Exercise brief ▸ The result should be every line in the data below that carries the string "stream".

*** Opening Data for this exercise ***

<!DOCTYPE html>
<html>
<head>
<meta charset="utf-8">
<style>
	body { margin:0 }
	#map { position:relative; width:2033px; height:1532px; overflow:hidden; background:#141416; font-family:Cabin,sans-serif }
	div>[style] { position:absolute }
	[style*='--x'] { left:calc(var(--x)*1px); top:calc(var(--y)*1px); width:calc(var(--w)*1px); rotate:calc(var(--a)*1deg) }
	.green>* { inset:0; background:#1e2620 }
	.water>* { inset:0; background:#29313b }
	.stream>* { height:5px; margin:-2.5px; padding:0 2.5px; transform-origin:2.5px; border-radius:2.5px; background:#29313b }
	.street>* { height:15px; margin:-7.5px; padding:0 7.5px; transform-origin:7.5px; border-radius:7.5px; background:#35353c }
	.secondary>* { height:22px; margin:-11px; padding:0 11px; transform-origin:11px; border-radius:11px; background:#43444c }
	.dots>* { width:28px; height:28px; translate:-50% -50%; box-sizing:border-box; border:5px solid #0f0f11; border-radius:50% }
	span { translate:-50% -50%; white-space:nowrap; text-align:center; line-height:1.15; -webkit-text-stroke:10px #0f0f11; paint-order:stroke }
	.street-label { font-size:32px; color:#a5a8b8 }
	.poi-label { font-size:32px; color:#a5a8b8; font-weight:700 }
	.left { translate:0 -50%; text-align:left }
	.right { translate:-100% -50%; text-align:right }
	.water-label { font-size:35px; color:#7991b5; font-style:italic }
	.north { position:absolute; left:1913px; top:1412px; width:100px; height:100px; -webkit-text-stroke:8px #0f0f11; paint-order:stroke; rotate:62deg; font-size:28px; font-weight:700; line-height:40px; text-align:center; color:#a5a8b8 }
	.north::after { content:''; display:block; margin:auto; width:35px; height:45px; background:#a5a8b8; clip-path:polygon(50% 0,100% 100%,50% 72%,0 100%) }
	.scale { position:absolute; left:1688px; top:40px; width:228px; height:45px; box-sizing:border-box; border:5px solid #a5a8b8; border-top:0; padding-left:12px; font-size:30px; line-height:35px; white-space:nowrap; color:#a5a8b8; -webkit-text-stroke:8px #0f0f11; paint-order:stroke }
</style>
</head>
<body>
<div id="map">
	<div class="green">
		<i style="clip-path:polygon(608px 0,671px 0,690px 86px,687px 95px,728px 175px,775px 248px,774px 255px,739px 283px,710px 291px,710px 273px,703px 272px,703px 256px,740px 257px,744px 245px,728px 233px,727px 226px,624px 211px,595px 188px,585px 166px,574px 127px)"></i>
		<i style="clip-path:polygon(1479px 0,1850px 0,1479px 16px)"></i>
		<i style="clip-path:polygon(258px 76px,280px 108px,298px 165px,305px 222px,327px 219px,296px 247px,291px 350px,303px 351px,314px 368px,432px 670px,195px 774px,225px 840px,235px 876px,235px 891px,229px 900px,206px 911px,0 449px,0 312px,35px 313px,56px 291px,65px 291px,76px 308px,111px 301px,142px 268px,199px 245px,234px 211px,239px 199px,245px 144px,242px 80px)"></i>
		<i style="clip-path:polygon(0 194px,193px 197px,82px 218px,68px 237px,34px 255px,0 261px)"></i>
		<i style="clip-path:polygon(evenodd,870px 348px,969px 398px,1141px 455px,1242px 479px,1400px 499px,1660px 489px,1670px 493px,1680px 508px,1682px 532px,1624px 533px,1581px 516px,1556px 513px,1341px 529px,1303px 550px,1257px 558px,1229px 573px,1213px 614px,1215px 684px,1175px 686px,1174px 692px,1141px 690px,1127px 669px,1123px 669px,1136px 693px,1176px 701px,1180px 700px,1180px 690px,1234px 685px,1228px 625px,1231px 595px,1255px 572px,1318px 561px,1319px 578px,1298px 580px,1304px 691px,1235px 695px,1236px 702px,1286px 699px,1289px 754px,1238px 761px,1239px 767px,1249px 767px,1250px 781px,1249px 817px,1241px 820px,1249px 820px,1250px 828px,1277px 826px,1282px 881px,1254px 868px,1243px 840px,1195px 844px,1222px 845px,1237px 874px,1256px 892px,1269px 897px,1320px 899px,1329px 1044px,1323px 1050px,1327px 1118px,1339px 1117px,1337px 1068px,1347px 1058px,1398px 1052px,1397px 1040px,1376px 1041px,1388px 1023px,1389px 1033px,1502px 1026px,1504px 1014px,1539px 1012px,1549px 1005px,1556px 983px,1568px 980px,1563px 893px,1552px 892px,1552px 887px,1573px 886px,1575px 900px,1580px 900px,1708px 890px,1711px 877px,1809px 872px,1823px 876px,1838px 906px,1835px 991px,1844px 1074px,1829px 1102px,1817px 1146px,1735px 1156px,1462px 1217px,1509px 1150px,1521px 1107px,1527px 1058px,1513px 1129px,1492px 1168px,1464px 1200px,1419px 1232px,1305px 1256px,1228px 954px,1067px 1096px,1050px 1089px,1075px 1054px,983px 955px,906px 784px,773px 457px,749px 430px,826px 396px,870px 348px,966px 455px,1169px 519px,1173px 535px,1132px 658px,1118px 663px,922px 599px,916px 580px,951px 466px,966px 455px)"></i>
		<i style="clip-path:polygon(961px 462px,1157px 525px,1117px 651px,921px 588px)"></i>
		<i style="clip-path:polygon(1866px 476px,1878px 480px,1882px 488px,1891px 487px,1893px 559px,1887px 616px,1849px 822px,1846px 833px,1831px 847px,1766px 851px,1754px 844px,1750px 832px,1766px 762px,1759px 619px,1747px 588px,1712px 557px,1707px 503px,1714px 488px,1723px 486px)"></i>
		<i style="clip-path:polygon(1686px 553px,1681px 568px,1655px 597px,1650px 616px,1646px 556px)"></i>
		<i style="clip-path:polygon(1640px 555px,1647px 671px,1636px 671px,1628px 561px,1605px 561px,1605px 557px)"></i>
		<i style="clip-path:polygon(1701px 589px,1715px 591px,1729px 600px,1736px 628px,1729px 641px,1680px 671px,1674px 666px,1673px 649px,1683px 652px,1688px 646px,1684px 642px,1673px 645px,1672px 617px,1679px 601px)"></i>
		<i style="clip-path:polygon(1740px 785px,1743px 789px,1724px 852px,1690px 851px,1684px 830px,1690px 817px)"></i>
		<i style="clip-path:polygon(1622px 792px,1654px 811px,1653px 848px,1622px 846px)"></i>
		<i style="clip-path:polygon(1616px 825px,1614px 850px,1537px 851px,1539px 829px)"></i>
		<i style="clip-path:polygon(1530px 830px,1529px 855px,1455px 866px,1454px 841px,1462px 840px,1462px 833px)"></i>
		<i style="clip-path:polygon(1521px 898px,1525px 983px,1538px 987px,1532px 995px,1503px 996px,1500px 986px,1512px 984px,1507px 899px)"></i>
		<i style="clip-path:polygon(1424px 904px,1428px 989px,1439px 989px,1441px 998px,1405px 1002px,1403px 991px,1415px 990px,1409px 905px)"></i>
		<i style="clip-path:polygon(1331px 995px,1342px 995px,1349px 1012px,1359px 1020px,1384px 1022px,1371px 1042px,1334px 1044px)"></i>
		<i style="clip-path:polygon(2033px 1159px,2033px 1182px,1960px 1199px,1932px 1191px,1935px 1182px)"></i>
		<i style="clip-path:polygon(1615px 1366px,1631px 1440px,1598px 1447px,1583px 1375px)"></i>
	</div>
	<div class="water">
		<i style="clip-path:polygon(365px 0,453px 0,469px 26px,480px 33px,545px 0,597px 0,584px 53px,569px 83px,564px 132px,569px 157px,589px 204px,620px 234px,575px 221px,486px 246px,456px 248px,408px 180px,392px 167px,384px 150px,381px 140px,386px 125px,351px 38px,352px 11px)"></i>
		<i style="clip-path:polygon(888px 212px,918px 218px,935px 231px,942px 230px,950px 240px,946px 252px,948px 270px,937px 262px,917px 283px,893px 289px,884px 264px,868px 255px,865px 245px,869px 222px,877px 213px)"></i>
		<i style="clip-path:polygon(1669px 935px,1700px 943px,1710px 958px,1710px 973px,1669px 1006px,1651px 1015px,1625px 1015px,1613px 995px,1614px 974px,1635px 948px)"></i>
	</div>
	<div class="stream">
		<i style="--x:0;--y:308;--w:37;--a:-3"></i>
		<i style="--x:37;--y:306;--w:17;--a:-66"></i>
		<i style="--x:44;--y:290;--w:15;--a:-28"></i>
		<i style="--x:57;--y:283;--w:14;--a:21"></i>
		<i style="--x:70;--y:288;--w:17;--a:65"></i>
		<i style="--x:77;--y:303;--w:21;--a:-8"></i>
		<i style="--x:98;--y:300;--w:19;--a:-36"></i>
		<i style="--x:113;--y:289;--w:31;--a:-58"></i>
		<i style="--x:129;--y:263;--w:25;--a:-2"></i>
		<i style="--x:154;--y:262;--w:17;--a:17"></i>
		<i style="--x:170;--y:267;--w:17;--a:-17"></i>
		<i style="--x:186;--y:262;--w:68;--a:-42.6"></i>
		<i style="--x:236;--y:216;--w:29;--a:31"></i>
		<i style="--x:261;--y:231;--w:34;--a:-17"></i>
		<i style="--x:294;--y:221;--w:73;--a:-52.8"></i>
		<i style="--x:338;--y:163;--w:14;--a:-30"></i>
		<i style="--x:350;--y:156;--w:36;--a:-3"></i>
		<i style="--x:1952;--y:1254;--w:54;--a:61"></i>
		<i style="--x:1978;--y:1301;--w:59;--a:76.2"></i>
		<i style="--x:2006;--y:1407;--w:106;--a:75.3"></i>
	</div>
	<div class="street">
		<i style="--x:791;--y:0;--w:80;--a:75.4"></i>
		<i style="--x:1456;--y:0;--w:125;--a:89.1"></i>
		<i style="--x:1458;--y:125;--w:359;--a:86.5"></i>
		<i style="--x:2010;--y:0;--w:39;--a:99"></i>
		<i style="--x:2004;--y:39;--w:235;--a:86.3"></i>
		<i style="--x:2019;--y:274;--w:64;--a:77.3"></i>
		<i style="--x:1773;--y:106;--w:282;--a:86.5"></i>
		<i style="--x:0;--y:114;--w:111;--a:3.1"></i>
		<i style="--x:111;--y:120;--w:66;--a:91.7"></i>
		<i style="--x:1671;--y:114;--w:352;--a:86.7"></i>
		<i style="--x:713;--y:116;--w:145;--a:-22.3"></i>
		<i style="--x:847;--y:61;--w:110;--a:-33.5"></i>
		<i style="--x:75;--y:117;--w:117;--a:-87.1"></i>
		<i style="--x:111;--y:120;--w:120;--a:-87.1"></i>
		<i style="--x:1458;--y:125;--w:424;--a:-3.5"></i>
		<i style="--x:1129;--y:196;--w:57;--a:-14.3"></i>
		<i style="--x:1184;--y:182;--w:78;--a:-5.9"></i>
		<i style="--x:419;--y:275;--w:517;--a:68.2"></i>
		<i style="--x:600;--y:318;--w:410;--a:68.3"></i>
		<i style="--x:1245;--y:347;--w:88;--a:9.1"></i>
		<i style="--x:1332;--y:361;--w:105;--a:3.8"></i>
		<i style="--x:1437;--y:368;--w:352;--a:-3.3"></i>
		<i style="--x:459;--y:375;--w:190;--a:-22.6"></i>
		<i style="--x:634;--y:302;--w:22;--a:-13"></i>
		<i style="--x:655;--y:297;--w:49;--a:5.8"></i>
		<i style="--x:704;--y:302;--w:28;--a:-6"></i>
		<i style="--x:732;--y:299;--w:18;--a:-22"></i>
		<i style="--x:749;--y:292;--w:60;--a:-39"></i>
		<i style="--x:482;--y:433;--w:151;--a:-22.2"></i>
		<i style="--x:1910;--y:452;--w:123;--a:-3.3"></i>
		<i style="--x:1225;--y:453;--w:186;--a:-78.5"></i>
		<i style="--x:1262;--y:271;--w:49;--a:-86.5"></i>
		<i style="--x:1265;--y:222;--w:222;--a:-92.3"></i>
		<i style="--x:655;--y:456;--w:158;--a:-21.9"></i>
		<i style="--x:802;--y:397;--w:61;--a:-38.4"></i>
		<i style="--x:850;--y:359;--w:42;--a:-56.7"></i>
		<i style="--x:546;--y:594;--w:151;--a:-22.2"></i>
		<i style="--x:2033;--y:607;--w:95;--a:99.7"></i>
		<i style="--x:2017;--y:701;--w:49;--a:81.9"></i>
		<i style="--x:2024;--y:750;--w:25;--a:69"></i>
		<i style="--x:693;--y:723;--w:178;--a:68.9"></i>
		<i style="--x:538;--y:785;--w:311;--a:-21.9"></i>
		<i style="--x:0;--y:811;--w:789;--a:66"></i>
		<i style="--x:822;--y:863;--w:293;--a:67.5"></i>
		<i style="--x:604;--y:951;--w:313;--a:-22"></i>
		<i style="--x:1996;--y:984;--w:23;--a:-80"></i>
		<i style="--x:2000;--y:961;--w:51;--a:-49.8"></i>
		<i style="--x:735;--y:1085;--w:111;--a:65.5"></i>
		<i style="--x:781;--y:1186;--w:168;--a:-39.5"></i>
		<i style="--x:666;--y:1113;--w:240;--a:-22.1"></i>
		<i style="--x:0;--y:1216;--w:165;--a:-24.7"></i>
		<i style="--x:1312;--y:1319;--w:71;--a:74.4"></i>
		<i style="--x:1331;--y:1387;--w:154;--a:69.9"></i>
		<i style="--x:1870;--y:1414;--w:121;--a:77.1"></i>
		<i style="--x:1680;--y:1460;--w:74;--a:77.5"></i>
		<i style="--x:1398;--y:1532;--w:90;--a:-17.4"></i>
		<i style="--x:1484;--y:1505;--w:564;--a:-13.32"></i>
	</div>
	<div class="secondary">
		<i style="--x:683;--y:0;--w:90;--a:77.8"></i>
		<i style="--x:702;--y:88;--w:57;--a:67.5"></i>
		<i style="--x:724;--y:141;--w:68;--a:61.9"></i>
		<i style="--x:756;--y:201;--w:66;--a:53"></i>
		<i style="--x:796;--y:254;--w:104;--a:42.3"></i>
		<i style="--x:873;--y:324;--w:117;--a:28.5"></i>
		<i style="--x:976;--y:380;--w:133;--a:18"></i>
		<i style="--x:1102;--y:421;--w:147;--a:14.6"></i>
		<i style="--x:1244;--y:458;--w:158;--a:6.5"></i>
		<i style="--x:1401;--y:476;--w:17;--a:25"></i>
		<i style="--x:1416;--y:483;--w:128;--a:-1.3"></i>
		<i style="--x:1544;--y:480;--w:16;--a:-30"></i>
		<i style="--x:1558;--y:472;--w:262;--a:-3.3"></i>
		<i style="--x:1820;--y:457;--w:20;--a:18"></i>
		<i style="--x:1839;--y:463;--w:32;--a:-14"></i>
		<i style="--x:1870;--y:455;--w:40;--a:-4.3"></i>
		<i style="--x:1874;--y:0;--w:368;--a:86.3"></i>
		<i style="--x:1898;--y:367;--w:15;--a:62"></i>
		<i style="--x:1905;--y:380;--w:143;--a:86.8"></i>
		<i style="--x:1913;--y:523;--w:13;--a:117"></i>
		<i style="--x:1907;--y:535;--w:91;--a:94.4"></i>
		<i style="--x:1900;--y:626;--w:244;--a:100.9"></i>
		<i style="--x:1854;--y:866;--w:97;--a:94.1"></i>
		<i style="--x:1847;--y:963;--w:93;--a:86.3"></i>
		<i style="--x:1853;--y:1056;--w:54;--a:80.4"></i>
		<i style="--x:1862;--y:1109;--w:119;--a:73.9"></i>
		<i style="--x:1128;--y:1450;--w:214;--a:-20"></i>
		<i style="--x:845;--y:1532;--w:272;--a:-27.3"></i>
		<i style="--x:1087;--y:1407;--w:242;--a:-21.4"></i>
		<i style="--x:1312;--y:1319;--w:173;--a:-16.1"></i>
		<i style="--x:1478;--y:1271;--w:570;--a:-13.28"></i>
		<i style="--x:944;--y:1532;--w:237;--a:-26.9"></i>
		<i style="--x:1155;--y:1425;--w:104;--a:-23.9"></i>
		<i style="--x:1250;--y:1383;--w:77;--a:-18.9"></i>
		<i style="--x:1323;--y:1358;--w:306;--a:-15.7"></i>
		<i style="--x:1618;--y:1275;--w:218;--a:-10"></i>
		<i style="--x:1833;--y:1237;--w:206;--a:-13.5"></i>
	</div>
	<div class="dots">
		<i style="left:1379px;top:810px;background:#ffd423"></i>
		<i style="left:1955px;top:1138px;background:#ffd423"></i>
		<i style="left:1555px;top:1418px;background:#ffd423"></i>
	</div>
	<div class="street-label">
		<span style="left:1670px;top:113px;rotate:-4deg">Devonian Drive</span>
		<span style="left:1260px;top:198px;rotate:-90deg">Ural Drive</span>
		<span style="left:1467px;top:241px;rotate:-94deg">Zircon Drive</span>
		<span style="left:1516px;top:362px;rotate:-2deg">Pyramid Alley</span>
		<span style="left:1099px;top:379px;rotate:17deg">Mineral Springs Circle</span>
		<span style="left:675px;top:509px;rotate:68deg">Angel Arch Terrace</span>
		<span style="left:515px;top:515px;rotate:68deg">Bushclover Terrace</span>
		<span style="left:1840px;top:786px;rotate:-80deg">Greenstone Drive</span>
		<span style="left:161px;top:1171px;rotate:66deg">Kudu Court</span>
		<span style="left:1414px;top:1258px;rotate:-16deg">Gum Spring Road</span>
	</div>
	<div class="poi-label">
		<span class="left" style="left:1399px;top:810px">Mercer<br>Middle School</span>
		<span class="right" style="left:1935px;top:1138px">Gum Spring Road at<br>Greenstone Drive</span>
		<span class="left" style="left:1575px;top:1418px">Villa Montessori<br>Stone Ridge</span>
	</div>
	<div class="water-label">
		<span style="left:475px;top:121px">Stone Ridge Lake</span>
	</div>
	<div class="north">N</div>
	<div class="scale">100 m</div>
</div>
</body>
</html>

*** Closing Data for this exercise ***

Result of the exercise ▸
	.stream>* { height:5px; margin:-2.5px; padding:0 2.5px; transform-origin:2.5px; border-radius:2.5px; background:#29313b }
	<div class="stream">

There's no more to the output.